2000年8月、神田駅前の居酒屋「蔵 太平山」が毎週日曜に限ってコスプレ居酒屋を営業するサービスを開始した。このサービスは評判を呼び、予約を入れなければ入店できないほどの人気を得た。
(注2) ゲーマーズカフェについては、店員は常にコスプレをしているというわけではなかったらしい。詳細は不明。 #
2001年3月末をもって店舗の運営権がゲーマーズからコスパに移譲されることになり、「Cafe de COSPA」は3月18日をもって閉店した。その後のリニューアルを経て、同月30日に、コスパの経営する「Cure Maid Cafe」(キュアメイドカフェ)がオープンした。このリニューアルにより、ウェイトレスのコスチュームがメイド服に統一され、秋葉原初のメイド喫茶がここに誕生した。 同店のオープンについて報じた記事(注3)によれば、同店は“癒し”をコンセプトとしているという。コスパ社長の橋本氏は「ことの始まりは“秋葉原にはゆっくりできて、ちゃんとした食事をできるところがないよね”ということだったんですよ」と述べており、写真撮影が原則禁止になるなどのコンセプトチェンジも図られた。
2001年6月30日、廣瀬本社ビルの4階にインターネットカフェの「Necca 秋葉原店」がオープンした。同店は、Necca各店の中で唯一、ウェイトレスの制服にメイド服を採用している。この制服は「秋葉原ではメイドさんの格好が人気があるので採用した」とのこと(注4)。コスチュームがメイド服であるのを除けば、いたって普通のインターネットカフェである。
2001年も終盤にさしかかった11月、電気街からは少し離れた台東区台東1丁目に「ひよこ家」がオープンした。「メイドcafe&居酒屋」をうたう同店は、夜10時までの営業や酒類の販売を行うなど文字通り「居酒屋」であるほか、企業経営ではなく個人経営であるのが特徴。写真撮影が可能で、コスプレ喫茶・メイド喫茶としては初めて、季節もののコスプレ(ゆかたなど)をイベントとして行うなど、親しみやすいサービスを提供した。同店のオープンにより、秋葉原はさらに「メイド喫茶のある街」として注目されるようになった。
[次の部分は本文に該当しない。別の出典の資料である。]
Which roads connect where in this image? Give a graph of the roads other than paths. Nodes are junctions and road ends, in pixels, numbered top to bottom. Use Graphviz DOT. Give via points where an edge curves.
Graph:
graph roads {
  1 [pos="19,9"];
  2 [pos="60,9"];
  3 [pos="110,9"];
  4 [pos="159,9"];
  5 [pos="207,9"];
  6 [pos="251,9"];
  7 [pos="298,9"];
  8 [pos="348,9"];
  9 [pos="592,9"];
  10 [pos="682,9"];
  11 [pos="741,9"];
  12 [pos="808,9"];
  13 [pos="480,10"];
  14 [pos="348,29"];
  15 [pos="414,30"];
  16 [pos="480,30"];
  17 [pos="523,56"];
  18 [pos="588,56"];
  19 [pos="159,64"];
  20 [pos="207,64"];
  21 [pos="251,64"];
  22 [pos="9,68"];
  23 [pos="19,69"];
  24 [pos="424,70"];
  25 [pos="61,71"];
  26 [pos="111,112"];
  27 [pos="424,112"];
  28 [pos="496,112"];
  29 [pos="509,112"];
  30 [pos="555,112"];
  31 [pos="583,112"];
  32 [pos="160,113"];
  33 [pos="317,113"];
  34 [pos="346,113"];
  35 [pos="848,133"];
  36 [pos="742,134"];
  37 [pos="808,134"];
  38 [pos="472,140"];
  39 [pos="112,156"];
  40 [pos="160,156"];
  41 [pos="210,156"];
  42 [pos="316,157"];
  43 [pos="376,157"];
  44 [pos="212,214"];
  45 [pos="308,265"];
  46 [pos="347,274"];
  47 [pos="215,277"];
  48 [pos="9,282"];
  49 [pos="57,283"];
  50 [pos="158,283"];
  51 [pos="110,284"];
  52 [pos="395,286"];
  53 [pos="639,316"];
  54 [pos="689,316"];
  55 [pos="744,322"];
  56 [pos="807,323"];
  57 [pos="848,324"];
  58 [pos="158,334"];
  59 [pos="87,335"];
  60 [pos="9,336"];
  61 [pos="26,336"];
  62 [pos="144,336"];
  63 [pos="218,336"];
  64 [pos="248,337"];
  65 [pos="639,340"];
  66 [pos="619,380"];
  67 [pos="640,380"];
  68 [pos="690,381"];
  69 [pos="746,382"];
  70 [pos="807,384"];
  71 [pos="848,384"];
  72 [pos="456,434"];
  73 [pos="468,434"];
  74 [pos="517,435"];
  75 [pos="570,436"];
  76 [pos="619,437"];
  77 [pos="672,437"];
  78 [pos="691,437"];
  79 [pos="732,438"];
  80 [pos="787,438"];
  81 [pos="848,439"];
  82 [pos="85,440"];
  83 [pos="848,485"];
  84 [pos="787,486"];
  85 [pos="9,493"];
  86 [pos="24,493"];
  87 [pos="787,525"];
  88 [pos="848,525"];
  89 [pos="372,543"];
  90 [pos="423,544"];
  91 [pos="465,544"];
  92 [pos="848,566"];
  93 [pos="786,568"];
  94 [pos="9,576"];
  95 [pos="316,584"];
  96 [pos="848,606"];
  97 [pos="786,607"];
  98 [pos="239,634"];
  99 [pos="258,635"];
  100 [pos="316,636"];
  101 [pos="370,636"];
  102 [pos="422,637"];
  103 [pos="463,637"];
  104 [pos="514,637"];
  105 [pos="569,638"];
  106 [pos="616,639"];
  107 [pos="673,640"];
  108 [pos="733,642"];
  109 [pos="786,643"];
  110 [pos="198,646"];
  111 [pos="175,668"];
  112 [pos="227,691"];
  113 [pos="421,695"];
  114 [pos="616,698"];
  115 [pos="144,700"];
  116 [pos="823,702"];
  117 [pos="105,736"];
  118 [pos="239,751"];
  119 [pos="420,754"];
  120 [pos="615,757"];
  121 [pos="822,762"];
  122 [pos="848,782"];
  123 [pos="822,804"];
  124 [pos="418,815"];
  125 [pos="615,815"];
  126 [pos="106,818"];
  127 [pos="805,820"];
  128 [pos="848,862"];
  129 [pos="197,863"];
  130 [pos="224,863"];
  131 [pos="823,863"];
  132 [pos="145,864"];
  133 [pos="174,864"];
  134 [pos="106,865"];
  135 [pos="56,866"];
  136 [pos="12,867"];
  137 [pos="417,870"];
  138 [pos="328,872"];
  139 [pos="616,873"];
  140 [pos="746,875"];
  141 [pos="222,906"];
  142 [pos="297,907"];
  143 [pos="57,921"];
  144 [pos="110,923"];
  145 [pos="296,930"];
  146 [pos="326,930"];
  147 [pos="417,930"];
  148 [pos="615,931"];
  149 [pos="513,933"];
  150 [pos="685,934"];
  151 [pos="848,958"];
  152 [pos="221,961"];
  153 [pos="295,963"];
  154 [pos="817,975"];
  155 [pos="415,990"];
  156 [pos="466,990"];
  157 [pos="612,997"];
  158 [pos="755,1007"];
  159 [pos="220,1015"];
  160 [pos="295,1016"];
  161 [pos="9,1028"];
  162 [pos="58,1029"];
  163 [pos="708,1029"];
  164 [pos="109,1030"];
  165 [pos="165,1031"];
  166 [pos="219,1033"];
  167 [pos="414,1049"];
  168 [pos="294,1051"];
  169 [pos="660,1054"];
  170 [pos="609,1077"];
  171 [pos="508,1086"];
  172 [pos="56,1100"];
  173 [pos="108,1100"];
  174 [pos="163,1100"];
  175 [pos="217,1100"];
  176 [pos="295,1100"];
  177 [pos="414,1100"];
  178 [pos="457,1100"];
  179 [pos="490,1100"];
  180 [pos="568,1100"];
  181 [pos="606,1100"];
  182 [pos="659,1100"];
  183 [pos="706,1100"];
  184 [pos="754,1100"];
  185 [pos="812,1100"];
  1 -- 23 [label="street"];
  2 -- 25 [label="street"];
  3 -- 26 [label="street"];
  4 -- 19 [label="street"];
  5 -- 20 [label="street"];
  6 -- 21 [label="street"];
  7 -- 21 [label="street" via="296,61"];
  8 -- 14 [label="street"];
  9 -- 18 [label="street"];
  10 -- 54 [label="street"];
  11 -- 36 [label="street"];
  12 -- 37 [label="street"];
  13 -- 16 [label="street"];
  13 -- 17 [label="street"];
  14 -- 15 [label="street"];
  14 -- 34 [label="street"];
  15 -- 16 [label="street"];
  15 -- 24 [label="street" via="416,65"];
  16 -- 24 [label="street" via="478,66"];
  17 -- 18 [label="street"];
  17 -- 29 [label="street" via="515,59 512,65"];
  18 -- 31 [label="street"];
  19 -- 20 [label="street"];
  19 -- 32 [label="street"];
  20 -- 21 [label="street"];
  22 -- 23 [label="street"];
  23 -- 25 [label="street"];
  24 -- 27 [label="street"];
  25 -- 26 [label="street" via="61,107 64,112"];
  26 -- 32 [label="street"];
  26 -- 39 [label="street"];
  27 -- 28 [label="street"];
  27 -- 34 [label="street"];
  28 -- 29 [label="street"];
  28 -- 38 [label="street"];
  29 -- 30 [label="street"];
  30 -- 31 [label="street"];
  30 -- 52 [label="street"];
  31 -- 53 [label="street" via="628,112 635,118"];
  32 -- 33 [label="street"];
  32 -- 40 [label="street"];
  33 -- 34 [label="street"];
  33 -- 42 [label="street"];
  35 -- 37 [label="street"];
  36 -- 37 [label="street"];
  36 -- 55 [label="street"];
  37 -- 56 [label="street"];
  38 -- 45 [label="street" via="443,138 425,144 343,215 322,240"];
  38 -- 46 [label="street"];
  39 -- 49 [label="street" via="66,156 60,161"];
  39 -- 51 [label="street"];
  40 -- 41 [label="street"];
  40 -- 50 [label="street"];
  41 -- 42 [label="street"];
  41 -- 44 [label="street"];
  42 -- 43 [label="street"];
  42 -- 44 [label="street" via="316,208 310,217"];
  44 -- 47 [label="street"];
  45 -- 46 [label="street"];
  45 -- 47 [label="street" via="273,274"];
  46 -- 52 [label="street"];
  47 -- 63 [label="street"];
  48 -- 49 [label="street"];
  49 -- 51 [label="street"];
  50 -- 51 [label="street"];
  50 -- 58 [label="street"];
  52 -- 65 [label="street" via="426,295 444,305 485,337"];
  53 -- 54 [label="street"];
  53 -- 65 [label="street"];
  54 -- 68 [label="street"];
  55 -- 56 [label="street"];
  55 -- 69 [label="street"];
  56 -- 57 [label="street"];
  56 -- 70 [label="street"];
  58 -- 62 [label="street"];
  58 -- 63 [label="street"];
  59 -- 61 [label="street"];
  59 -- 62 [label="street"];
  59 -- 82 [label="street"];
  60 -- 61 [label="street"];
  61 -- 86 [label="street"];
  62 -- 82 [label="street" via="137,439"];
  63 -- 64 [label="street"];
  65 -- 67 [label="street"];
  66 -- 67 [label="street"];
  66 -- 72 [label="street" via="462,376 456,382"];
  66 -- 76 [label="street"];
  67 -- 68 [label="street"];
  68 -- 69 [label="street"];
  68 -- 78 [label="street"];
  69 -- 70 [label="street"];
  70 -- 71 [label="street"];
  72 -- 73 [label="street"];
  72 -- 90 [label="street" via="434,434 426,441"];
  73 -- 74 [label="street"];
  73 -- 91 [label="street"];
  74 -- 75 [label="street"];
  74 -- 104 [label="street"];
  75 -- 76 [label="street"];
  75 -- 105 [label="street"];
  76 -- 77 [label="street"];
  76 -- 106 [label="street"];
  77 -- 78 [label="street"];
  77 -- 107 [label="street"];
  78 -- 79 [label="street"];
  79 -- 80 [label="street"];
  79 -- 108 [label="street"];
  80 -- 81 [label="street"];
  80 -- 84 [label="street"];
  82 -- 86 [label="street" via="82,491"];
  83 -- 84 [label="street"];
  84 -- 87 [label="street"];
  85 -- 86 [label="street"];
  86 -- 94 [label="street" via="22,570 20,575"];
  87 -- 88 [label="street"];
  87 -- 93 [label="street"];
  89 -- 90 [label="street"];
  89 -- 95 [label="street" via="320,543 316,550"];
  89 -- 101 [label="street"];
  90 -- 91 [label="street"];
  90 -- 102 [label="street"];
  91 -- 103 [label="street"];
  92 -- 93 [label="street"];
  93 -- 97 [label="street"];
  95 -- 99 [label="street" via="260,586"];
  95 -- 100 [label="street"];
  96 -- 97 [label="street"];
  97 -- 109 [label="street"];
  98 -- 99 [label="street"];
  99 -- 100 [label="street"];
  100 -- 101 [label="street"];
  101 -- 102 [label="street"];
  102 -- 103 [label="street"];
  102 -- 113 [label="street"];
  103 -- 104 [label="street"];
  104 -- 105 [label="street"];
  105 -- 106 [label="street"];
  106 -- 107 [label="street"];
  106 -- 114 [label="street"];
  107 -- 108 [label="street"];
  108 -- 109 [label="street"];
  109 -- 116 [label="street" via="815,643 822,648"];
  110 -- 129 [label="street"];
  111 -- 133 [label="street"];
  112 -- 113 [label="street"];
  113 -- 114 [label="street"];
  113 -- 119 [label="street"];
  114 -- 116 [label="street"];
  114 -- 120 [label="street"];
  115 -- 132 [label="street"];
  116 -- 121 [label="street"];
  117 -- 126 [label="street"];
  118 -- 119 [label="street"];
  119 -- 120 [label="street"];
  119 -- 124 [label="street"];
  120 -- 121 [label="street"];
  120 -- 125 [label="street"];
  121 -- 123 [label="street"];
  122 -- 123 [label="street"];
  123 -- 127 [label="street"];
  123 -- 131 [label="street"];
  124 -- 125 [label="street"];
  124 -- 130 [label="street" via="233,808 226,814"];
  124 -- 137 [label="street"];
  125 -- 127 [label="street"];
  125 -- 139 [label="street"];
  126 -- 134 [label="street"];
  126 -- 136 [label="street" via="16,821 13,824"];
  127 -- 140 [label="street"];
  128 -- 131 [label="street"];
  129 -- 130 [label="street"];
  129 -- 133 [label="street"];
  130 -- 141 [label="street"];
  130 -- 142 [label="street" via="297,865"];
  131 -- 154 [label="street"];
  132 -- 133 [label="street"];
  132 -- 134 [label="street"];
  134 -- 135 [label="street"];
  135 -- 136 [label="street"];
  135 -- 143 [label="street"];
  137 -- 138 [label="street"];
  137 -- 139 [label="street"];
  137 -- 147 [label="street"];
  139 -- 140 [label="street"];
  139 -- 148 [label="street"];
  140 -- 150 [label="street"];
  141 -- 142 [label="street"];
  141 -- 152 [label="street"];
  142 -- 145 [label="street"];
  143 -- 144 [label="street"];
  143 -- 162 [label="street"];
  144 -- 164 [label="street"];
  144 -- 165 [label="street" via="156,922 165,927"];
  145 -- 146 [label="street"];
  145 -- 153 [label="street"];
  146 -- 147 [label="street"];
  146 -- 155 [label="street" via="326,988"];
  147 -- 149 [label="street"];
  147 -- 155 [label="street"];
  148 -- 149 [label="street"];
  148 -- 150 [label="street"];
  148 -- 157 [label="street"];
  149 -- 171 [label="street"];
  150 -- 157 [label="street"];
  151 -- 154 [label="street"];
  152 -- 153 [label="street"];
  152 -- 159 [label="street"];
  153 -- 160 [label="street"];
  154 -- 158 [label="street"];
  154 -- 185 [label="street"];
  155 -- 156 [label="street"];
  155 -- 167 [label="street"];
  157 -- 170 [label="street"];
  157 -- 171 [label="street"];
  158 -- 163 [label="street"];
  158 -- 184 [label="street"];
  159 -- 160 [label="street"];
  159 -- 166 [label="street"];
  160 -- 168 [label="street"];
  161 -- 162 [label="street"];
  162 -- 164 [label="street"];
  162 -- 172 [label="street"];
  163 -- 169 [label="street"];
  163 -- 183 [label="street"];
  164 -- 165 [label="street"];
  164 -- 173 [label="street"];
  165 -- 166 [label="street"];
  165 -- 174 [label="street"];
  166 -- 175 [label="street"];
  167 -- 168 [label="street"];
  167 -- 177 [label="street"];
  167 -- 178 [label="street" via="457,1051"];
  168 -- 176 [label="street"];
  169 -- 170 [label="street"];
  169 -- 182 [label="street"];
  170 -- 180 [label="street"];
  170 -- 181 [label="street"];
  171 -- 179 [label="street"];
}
(注3) MZNEWS「秋葉原に新名所!「CURE MAID
CAFE」オープン!!」(2001年3月29日) http://www.mangazoo.jp/news/news.php3?id=561 #
アキハバラデパートの業態転換にともない、デパート3階に作られた「アキデパフジヤマ」直営の喫茶店が「アキバカフェ」である。フジヤマのイベントスペースも兼ねる同店は、ガンダムゾーンの隣に設置されていることもあり、サイバー感を演出した内装で、店員の制服にはアニメに登場するような軍服タイプとサーバーメイドタイプの2種類のコスチュームが用いられた。
販売不振にあえぎ、全国展開した店舗のほぼ全てを閉店した大手PCショップのT・ZONE.は、収益向上策としてアミューズメント事業を強化する方針を打ち出した。同社は2002年7月19日、昌平橋通り沿いのビルにコスプレ喫茶「Mary's」(メアリーズ)をオープンした。同店のウェイトレスは、昼はメイド服、夜はそれぞれ独自のコスプレをするのが特徴。同年8月25日からは、「1Dayイベント」という限定イベントを毎週水曜日に開催して様々なコスプレを披露するなど、話題作りに積極的である。同店の運営については、ウェイトレスやスタッフの意見を積極的に採り入れており、同年10月に行われた「Cafe Mai:lish」(カフェ メイリッシュ)への店名変更も、ウェイトレスとスタッフの話し合いによって実現したとのこと。 同店のオープンは、マニアたちの話題をさらっただけでなく、メイド喫茶の存在を一躍、世に知らしめる影響をもたらした。「メード喫茶」が新聞紙上にキーワードとして取り上げられた(注6)のは、T・ZONE.のような老舗企業が参入したためであり、それは同時に、変貌する秋葉原の姿と重ねあわせるように注目された。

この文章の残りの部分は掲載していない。